● **Exercise**:
In the records below, tally every line containing "Plain". Report only the total.

● **Source material**:
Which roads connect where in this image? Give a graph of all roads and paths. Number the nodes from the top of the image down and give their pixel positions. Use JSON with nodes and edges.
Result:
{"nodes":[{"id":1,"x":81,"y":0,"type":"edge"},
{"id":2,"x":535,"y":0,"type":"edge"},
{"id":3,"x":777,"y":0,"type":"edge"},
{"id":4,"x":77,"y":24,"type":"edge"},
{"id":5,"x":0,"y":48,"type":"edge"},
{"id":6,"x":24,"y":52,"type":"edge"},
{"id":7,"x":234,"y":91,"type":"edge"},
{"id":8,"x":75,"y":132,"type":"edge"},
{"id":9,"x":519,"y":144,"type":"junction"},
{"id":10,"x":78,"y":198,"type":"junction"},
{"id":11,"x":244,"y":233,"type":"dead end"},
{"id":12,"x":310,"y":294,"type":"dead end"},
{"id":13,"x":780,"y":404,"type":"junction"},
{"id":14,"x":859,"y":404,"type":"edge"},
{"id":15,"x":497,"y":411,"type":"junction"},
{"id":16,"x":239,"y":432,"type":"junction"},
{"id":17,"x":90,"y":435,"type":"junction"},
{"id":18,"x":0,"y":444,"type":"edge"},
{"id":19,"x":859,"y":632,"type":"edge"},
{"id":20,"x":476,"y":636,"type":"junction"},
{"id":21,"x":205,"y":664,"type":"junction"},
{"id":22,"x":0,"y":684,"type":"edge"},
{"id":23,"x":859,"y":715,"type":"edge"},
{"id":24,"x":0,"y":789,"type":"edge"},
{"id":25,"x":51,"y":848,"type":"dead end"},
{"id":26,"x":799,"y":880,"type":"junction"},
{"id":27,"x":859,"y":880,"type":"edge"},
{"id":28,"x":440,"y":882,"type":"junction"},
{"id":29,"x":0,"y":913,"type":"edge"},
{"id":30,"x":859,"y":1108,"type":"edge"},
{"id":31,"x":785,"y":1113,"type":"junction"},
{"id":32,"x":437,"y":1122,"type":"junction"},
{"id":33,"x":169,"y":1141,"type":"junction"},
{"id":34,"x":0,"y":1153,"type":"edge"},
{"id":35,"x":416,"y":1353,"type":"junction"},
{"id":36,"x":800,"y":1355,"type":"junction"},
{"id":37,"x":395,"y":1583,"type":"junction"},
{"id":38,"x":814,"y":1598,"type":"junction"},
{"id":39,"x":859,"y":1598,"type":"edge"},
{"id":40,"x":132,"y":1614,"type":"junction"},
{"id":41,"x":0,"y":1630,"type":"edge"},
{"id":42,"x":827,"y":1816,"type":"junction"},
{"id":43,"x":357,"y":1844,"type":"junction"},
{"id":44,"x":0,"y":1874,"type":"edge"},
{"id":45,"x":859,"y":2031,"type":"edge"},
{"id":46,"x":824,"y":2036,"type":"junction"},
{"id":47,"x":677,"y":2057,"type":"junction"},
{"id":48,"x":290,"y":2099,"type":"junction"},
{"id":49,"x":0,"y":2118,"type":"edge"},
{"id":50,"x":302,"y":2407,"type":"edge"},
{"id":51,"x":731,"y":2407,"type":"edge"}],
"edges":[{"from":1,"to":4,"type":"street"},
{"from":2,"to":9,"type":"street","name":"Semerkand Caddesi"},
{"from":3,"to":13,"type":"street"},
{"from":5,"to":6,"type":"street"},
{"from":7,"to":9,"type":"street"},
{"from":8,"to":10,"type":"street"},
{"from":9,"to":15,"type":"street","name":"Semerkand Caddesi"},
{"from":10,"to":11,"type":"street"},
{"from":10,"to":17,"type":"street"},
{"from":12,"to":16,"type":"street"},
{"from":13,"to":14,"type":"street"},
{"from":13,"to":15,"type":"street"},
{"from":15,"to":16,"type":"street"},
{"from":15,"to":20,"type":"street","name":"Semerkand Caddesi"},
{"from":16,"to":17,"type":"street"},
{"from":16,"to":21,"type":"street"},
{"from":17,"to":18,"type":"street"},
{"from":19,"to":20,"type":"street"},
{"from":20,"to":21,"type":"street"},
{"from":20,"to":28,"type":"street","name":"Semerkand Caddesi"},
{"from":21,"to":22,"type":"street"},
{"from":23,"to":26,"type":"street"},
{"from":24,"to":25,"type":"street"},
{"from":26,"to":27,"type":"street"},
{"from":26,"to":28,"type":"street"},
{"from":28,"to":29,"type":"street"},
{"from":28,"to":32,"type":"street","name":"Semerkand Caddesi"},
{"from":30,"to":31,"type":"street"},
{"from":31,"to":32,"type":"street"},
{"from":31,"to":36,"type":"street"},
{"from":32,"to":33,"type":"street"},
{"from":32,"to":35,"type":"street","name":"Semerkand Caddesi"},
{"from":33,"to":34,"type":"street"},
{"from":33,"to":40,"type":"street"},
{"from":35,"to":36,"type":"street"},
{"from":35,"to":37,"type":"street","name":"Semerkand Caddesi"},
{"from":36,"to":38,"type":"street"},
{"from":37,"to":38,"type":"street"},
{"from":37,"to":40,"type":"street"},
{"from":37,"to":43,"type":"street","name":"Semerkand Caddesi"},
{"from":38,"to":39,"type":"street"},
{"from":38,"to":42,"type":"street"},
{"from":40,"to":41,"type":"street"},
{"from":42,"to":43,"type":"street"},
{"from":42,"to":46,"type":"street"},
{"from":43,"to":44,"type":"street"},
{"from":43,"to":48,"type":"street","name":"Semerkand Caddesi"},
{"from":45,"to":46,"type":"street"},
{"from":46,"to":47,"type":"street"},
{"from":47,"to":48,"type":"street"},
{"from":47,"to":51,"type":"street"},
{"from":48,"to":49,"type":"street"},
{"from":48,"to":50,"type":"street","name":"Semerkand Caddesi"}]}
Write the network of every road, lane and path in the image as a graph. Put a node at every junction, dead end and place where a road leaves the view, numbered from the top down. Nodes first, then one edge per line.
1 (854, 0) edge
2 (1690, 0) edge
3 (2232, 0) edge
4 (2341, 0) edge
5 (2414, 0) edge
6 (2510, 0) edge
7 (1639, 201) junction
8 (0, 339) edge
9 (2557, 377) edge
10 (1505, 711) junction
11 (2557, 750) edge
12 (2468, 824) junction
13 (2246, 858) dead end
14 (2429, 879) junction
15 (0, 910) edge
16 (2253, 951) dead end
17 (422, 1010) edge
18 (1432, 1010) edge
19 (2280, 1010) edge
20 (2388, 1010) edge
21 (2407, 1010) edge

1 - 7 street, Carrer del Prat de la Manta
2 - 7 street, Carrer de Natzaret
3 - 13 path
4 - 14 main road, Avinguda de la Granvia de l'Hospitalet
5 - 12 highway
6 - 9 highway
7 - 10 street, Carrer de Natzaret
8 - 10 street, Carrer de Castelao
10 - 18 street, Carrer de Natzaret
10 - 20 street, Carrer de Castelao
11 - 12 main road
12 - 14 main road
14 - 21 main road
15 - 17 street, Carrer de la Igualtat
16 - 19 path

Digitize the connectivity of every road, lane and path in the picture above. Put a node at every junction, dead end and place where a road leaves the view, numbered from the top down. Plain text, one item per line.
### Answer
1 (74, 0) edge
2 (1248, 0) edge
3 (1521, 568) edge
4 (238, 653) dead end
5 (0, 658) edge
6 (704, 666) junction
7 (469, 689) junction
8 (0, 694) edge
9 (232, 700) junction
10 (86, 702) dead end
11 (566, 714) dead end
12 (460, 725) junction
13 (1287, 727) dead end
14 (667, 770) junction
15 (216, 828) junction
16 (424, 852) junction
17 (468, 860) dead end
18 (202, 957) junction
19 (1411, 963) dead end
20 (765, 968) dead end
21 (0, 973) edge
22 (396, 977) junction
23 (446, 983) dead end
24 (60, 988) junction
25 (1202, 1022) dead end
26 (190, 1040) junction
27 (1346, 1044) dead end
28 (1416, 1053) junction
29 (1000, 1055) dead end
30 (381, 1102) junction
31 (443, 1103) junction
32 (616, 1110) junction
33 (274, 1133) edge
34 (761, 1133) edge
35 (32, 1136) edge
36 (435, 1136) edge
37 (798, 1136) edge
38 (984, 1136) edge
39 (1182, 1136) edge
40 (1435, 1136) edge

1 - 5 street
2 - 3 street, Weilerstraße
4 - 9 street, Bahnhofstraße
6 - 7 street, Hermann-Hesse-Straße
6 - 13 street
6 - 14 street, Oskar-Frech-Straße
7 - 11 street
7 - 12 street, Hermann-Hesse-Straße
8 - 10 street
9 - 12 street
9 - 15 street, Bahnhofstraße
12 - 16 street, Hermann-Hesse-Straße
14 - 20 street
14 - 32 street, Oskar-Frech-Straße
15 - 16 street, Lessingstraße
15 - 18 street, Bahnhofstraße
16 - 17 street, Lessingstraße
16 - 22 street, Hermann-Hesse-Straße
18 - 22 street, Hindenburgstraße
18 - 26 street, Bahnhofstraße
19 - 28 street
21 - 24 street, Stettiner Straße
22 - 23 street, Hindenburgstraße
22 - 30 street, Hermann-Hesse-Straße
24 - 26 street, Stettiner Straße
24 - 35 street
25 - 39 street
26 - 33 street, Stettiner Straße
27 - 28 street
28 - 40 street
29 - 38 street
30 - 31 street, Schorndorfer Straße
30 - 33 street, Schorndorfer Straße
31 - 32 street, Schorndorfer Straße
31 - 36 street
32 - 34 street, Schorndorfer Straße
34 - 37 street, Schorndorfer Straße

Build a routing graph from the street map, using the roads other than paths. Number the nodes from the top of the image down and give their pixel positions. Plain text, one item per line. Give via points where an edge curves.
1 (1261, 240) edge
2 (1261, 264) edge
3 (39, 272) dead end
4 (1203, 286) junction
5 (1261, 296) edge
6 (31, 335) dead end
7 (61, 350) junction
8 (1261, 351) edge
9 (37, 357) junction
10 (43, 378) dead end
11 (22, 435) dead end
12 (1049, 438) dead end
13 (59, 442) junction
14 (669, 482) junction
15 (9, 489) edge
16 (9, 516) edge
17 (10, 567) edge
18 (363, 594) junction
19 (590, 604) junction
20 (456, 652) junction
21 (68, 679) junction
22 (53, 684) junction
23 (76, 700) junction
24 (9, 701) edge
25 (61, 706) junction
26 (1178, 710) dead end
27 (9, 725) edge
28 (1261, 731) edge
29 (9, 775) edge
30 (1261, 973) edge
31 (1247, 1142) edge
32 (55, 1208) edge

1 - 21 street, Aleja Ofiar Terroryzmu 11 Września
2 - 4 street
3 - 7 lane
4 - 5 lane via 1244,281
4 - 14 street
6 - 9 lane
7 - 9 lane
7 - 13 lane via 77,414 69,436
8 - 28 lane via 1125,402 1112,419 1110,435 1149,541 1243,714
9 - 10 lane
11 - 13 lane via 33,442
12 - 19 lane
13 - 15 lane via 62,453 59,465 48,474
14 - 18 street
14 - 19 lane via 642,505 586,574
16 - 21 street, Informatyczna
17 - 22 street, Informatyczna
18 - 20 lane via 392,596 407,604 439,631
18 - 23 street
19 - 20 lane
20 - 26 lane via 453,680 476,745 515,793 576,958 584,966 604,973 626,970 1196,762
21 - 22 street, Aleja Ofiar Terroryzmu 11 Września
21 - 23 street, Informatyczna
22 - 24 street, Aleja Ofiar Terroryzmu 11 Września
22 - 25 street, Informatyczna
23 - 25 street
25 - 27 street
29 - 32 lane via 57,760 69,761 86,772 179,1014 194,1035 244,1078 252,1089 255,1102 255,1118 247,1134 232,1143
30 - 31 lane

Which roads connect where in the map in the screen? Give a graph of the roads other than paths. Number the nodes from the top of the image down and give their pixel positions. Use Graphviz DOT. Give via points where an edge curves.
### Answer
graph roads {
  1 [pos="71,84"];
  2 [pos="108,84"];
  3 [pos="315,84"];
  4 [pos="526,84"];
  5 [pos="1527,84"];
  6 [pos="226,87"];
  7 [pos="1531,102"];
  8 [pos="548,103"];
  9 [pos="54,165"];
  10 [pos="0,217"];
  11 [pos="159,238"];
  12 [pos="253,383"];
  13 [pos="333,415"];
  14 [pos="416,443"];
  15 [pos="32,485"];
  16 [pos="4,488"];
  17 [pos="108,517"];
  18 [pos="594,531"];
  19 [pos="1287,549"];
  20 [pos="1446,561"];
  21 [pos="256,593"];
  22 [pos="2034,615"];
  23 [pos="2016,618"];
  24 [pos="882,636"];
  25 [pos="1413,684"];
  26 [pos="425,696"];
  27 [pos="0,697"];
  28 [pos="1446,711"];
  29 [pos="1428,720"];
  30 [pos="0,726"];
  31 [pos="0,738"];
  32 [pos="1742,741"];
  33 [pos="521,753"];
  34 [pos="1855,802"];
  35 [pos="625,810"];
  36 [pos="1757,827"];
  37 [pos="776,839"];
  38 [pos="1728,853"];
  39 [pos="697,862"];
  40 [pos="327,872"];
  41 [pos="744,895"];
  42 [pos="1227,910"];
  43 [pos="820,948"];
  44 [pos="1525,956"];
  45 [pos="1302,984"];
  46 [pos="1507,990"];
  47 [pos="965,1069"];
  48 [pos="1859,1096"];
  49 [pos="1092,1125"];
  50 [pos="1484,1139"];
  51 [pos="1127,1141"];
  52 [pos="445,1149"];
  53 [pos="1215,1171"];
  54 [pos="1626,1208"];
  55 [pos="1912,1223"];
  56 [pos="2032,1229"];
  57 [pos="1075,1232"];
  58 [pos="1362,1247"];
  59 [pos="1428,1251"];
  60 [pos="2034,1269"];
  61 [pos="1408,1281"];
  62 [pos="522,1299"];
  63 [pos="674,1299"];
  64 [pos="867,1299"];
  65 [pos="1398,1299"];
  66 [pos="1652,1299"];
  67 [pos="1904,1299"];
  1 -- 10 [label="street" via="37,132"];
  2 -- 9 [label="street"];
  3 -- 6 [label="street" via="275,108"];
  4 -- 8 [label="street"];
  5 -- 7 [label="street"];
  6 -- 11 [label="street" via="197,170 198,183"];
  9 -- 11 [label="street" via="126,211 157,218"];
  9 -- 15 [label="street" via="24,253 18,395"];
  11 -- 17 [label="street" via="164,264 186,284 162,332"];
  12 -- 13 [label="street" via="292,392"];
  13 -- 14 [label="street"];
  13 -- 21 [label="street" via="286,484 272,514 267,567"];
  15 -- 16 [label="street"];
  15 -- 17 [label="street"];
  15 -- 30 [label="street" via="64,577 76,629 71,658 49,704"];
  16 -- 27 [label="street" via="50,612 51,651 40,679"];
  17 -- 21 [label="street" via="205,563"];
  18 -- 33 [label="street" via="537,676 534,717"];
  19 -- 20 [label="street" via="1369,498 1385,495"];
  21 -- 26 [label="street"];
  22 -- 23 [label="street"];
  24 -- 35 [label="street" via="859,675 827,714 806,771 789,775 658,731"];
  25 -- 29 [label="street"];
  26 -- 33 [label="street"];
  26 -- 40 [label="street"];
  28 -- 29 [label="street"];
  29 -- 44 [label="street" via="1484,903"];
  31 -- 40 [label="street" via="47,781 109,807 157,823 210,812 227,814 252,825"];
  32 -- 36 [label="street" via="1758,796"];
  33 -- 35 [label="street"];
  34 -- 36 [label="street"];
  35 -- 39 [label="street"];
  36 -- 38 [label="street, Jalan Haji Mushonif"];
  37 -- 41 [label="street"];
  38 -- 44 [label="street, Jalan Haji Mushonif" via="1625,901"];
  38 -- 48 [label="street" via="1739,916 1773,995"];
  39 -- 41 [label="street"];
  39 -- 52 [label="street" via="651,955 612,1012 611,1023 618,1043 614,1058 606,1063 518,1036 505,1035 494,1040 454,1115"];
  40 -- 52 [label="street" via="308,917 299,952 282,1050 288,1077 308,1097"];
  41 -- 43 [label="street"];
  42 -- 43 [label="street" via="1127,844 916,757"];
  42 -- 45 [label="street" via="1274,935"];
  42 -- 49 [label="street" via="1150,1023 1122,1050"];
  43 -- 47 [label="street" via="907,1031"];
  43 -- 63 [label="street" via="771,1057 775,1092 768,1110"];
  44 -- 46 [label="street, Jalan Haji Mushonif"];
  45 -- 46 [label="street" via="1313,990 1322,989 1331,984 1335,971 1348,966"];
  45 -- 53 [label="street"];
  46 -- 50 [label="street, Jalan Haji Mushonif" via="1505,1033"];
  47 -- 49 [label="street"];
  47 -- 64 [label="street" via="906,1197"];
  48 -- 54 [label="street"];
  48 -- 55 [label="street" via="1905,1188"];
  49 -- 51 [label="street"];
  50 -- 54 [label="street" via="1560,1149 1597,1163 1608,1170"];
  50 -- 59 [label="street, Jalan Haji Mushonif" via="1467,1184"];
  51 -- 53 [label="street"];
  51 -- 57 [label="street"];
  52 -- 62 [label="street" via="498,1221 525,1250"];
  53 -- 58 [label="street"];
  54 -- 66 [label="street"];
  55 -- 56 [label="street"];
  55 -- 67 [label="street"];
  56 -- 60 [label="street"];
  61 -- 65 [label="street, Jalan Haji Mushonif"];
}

● **Output for this task**:
2